Butter or Oil. This ensures that the corn doesn’t stick to your skillet when you are roasting it.
Smoked Paprika. Adds a subtle smoky depth that mimics the flavor of grilled street corn.
Garlic Powder. Because garlic makes everything better.
Cumin. This warm, earthy spice is essential for that authentic Mexican flavor. But, if you’re the type of person who doesn’t looooove cumin, leave it out! There are plenty of other flavors in this spice mix.
Chili Powder. Brings a gentle heat and a touch of complexity.
Mayonnaise. This adds creaminess and richness to the base of the dip. It's classic elote flavor.
Sour Cream. Balances out the mayo with a little tang and keeps the dip nice and smooth. You can also use Greek yogurt in place of the sour cream, too!
Monterey Jack Cheese. This melts like a dream and adds a mild, creamy flavor that doesn't overpower the other ingredients.
Pepper Jack Cheese. Brings a little heat and extra flavor. If you want it spicier, use more pepper jack. If you want it milder, swap it all for Monterey Jack.

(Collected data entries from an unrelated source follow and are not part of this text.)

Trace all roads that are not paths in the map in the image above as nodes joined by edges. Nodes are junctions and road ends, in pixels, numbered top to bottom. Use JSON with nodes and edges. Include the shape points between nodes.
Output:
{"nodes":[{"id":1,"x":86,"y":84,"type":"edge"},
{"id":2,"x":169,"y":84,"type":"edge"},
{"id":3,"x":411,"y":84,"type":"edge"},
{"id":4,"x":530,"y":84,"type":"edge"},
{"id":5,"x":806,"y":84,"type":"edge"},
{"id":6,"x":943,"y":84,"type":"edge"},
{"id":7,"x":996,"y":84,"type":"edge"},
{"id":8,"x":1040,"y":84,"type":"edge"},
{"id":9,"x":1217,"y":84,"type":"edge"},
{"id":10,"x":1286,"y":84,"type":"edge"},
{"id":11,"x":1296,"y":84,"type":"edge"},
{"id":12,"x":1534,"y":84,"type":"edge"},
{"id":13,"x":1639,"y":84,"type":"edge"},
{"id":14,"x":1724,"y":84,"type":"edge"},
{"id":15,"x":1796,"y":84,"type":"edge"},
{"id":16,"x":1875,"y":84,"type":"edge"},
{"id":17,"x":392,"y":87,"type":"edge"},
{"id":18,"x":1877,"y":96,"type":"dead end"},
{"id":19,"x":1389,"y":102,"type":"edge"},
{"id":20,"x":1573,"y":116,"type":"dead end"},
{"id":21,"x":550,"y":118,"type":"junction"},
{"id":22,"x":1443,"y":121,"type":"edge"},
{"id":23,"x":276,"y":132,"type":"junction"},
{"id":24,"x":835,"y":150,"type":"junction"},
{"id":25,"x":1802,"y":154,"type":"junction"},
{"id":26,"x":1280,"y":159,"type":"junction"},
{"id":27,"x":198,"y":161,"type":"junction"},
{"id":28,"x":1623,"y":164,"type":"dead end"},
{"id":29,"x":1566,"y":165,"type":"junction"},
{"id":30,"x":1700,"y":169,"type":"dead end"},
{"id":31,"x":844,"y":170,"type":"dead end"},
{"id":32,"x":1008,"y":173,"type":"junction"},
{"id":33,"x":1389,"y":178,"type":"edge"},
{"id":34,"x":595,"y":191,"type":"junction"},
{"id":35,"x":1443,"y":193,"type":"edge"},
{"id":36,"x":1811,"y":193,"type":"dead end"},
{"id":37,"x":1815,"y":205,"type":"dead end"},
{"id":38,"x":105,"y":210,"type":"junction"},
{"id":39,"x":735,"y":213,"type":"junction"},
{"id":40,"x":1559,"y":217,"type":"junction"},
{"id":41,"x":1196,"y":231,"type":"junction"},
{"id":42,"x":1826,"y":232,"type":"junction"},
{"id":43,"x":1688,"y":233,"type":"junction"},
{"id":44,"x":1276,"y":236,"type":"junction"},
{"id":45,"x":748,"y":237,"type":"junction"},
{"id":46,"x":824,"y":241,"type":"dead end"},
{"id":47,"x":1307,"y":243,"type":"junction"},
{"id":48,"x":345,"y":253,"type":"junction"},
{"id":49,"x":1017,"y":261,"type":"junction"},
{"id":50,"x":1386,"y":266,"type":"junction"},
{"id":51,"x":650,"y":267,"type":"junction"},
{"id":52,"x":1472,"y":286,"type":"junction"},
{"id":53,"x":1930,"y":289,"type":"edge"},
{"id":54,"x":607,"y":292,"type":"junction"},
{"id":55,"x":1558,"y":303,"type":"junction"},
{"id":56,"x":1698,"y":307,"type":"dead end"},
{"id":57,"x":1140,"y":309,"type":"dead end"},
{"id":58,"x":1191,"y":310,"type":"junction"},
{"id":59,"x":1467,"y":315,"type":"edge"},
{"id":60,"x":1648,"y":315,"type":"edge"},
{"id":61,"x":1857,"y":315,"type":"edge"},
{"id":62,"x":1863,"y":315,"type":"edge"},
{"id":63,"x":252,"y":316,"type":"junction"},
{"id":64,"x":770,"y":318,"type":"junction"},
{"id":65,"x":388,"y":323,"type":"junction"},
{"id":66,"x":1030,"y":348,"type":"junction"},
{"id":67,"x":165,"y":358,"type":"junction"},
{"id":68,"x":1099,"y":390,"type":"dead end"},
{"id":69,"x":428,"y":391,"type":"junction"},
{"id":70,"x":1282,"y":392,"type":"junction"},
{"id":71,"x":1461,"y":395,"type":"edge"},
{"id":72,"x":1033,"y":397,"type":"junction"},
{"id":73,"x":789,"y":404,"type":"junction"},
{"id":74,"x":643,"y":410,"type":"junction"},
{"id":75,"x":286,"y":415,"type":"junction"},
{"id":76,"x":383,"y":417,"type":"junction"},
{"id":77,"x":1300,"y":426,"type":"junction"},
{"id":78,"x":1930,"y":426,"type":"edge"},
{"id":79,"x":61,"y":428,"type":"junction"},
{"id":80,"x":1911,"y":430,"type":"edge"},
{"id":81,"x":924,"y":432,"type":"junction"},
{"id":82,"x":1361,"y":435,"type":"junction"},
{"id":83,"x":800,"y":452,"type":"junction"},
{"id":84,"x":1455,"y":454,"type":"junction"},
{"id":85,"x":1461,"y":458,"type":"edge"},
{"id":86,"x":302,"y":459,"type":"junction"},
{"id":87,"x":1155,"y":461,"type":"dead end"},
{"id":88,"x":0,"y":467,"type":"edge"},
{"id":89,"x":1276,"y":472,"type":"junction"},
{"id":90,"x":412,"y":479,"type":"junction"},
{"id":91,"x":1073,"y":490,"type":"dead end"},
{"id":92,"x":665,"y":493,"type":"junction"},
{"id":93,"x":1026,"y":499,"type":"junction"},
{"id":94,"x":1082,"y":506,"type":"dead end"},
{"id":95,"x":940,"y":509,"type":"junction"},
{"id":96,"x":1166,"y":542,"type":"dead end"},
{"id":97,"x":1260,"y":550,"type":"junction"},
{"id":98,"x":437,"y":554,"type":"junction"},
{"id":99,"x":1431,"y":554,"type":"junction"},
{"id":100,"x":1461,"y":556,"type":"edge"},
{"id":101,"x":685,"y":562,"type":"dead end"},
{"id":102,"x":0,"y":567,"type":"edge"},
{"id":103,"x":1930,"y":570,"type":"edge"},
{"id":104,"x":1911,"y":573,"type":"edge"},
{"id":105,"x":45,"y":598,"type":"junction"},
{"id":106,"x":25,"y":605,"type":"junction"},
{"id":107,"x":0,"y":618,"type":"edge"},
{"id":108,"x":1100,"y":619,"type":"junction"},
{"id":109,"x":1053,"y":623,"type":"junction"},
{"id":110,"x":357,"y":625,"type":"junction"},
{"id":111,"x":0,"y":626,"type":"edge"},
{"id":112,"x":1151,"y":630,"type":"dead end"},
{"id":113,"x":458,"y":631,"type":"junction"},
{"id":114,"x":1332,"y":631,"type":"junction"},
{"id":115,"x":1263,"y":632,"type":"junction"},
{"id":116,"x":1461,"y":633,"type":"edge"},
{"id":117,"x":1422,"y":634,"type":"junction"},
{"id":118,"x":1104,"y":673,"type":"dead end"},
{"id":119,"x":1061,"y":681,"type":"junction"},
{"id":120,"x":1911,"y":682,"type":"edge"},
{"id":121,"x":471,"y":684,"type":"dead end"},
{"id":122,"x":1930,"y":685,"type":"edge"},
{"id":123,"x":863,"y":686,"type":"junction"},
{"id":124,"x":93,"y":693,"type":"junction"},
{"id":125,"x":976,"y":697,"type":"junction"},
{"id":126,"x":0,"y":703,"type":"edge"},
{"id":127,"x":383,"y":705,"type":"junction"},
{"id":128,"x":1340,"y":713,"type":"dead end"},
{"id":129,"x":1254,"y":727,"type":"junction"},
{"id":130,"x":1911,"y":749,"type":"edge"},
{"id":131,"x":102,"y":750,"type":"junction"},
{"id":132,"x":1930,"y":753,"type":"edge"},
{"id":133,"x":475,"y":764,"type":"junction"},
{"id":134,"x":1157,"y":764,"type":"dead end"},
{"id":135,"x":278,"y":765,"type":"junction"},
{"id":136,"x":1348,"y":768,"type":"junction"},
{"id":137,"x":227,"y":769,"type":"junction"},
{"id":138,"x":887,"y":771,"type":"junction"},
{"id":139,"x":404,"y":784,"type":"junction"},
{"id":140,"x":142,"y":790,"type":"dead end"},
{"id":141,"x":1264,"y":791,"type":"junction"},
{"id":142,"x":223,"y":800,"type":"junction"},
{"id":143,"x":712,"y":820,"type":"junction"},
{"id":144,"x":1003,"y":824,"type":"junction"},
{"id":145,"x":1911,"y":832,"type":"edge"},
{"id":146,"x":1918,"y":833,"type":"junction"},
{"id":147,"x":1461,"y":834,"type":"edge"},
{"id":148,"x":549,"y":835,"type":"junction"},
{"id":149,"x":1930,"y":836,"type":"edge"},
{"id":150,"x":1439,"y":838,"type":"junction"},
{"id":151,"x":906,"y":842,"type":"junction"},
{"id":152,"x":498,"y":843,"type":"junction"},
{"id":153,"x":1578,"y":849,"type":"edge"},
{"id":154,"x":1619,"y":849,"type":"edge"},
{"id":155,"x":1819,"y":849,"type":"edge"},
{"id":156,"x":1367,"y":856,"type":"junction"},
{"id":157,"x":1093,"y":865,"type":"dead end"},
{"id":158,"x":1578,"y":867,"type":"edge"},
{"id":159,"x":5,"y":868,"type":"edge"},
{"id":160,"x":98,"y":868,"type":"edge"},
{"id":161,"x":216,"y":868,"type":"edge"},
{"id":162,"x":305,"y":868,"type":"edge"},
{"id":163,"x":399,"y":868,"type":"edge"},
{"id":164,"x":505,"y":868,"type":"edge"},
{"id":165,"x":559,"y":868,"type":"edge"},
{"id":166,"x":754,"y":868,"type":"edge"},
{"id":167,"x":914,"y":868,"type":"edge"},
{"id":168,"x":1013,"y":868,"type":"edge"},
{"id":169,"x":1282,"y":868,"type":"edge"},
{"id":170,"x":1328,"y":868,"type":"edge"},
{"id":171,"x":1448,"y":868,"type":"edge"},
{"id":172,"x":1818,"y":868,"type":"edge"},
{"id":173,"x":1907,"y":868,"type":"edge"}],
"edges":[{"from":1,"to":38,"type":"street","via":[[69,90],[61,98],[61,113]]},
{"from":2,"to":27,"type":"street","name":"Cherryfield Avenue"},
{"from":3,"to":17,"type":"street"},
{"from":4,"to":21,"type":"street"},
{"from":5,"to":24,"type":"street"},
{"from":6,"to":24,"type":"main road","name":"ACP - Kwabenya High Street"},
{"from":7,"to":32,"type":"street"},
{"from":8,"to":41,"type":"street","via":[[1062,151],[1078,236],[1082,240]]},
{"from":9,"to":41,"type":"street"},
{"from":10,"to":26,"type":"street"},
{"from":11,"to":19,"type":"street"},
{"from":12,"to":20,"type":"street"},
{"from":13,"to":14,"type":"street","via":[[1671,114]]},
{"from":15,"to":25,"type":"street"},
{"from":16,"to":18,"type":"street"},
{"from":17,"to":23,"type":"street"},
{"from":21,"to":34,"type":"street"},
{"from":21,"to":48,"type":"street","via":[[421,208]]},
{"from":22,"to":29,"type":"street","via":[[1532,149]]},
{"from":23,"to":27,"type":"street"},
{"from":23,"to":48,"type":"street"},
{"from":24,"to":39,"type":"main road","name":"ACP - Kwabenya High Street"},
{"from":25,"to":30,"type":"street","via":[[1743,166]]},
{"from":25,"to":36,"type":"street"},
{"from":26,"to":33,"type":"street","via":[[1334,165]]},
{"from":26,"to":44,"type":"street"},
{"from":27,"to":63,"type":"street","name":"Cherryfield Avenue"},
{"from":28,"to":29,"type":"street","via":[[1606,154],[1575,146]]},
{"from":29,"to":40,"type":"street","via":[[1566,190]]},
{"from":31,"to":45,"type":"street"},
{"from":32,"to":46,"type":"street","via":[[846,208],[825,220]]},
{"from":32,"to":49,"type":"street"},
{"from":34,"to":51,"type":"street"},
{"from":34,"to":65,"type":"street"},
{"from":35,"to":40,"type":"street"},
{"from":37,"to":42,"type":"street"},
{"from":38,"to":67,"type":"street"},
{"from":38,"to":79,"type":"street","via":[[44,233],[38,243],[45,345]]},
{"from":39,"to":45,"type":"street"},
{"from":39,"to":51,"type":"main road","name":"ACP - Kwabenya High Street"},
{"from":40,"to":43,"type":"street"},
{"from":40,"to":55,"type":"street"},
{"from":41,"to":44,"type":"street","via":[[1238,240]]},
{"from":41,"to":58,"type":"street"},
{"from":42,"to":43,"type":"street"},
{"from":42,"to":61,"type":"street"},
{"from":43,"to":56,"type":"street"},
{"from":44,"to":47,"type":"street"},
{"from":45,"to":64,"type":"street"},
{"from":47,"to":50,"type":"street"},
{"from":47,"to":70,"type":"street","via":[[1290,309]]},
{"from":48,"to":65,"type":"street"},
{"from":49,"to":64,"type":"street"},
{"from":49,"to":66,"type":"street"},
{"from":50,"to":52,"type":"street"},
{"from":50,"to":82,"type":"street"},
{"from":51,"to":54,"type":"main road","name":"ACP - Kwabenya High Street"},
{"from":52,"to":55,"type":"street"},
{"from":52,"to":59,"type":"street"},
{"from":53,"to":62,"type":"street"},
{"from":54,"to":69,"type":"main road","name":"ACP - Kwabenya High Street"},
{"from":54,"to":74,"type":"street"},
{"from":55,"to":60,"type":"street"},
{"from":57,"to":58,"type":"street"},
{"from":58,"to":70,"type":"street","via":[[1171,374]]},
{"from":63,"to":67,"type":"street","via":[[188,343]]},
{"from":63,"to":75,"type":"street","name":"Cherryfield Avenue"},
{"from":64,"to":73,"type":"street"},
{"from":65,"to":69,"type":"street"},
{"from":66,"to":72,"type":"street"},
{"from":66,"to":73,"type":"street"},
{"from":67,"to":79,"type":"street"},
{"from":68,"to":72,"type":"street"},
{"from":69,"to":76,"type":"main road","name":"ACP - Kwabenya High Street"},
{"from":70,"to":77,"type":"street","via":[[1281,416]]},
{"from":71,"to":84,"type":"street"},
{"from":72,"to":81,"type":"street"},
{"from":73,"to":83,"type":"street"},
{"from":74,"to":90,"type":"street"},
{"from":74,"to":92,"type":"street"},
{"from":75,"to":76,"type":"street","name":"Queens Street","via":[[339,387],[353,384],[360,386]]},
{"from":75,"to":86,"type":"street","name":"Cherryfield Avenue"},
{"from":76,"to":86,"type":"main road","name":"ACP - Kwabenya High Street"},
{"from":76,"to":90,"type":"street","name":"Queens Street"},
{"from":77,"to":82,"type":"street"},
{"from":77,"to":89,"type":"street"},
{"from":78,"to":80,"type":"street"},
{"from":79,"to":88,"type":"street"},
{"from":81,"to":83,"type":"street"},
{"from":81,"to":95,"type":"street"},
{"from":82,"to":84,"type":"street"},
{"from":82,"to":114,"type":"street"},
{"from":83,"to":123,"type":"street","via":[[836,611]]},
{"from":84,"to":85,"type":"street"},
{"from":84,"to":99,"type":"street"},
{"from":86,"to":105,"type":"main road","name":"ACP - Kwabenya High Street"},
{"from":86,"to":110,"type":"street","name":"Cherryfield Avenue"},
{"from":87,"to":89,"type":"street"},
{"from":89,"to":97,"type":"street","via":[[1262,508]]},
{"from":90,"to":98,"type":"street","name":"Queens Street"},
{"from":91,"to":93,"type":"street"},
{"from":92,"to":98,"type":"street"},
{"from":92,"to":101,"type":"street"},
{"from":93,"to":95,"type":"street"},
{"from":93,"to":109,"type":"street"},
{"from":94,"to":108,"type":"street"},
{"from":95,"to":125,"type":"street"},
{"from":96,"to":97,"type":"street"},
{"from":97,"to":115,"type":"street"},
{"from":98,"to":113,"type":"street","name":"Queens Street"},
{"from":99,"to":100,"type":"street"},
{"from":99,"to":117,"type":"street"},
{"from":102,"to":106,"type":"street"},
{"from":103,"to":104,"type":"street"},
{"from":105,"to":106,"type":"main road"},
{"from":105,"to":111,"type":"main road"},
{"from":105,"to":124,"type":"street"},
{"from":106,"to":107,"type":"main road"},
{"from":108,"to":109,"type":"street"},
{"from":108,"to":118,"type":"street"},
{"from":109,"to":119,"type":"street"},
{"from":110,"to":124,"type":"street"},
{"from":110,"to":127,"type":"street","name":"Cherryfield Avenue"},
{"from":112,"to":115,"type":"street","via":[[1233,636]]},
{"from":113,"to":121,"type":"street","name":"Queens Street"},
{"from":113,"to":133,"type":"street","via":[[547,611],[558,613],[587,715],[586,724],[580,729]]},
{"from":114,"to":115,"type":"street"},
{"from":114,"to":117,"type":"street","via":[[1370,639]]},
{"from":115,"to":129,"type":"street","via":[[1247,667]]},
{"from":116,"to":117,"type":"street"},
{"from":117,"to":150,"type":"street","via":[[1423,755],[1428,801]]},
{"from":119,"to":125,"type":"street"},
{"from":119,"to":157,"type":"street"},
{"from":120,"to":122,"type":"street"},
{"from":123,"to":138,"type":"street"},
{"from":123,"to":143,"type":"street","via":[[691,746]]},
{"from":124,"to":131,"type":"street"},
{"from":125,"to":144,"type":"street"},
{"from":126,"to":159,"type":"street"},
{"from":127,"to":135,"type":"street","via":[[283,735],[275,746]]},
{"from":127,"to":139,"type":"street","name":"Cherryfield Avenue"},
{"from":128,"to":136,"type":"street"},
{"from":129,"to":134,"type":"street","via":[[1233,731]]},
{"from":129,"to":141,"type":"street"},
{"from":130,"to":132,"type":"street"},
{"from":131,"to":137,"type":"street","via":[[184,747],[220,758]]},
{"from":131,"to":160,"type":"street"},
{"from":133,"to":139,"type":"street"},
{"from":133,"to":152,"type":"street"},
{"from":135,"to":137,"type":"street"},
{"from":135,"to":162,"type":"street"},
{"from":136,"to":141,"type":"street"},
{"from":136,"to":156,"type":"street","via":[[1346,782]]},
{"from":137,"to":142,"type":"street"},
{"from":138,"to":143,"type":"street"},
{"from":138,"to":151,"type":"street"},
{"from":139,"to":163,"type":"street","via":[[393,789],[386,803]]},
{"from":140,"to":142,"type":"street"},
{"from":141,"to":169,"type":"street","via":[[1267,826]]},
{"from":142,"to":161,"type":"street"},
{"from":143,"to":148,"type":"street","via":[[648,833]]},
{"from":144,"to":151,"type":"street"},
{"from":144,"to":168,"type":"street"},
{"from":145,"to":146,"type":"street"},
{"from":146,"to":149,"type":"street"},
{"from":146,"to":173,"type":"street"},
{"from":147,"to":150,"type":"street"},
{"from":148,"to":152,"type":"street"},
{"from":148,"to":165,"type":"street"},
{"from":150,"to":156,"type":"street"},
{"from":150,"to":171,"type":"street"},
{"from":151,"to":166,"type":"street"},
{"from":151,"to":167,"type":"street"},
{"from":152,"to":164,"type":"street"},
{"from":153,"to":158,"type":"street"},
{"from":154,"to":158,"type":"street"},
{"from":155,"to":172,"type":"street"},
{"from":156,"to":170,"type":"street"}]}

Lime Juice. Fresh lime juice brightens everything up and adds that signature elote tang.
Salt. Salt at the very end as a finishing touch to your dip!
Crumbled Cojita Cheese. This salty, crumbly Mexican cheese is the classic elote topping. It adds the perfect finishing touch.
How to make elote dip
- Preheat your oven to 375F
- In a medium - large skillet, melt your butter or heat up your oil (depending on which one you are using), and add in your 2 cups of corn.
- Season with your seasoning blend of smoked paprika, garlic powder, cumin, and chili powder.
- Stir occasionally and cook over a medium-high flame until your corn is charred.
- While your corn is charring, in a large bowl, combine mayo, sour cream, 2 cups shredded cheese, and lime juice.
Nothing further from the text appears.